By Ken Foster posted 02-27-2014 08:35 PM

  

Crowdfunding is big and getting bigger. In the internet age, more and more businesses are turning to the web to generate business funding for their start up, while increasing numbers of wannabe investors go online to seek out accessible investment opportunities they couldn’t find elsewhere in a million years. It’s a great way to get involved in something new and it’s exciting for those looking to invest. It’s also a very accessible, hope-inspiring route to finance for entrepreneurs who are struggling to find funding from traditional sources.

Business funding options are diversifying. In a tricky financial time, investment for fledgling businesses, particularly from the banks, is extremely difficult to source. Alternatives including angel investment, business funding from
providers like Everline and DIY ‘bootstrapping’ are all becoming more prevalent – yet it is crowdfunding which is receiving the lion’s share of the press – for good and for bad.

Industry commentators aren’t so sure that this form of financing is a brave new dawn. Yes, because entrepreneurs seek investment from a much bigger pool of potential investors, it can be easier for the right business to get the finance it needs. But, according to many, there are some fundamental flaws in the whole concept. In this post we’ll investigate these issues and try to determine whether or not crowdfunding is just a plain bad idea…

So, what’s the problem?

Accessible, yes, exciting, certainly – but there’s something to be said for less available, more traditional funding methods. Conventional investors know a thing or two about businesses that have potential. Start-ups who know their industry and who have a strong chance of success rarely need to go off the beaten track to find business funding. So what does that leave us with when it comes to crowdfunding? Effectively, it leaves us with investors who may not be especially savvy and businesses who have struggled to find investment elsewhere.
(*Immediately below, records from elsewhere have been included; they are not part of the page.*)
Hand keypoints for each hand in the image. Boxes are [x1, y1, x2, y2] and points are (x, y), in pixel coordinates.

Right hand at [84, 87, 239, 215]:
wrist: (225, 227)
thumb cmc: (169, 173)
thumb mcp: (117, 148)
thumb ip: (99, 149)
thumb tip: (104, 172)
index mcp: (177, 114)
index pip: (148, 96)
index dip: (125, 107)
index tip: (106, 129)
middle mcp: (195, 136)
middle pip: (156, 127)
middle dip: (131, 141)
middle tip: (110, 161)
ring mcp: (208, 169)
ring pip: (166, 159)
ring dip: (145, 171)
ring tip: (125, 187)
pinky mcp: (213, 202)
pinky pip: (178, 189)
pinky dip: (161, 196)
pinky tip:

Does that sound like a recipe for success, or does that sound like sloppy seconds?

Of course, not every crowdfunding situation will be like this – there are certainly plenty of
success stories – but, as with most things on the internet, there’s an awful lot of quantity to be found and quality can seriously suffer as a result.

Even with the best business prospect, a huge number of conventionally funded
start ups fail every year. These start ups will often have the backing and support of a clued-up investor who knows a thing or two about the market they have bought equity in. Crowdfunded businesses do not have this string to their bow – they’re more or less out on their own and without the expert guidance which can mean make or break.

Essentially, what this all means is that start-ups funded through crowdfunding platforms are more likely to fail - and those who invest are more likely to lose out too. Nobody wins.

What about the positives?


Yet the thrilling thing about crowdsourcing is the excitement. There is so much diversity on the web that the next start-up you encounter could be the next big thing. Investors don’t turn to these sites to make a sound investment – there are always Google shares for that after all – they’re there to be part of something new, fresh and exciting.

And the conclusion?

Crowdfunding is risky, yes. But with multiple investors, this risk is spread and the excitement is shared. It’s there for everyone and gives all start-ups a fair shot at success whether or not they’re a white male with family connections.

In effect, it’s a jungle out there and only the fittest will survive. It’s possible that there are a lower proportion of ‘fit’ businesses to be found on these sites, but there are plenty of diamonds in the rough which deserve investment and, with a little bit of luck, could really shine – and who doesn’t love a rags to riches story?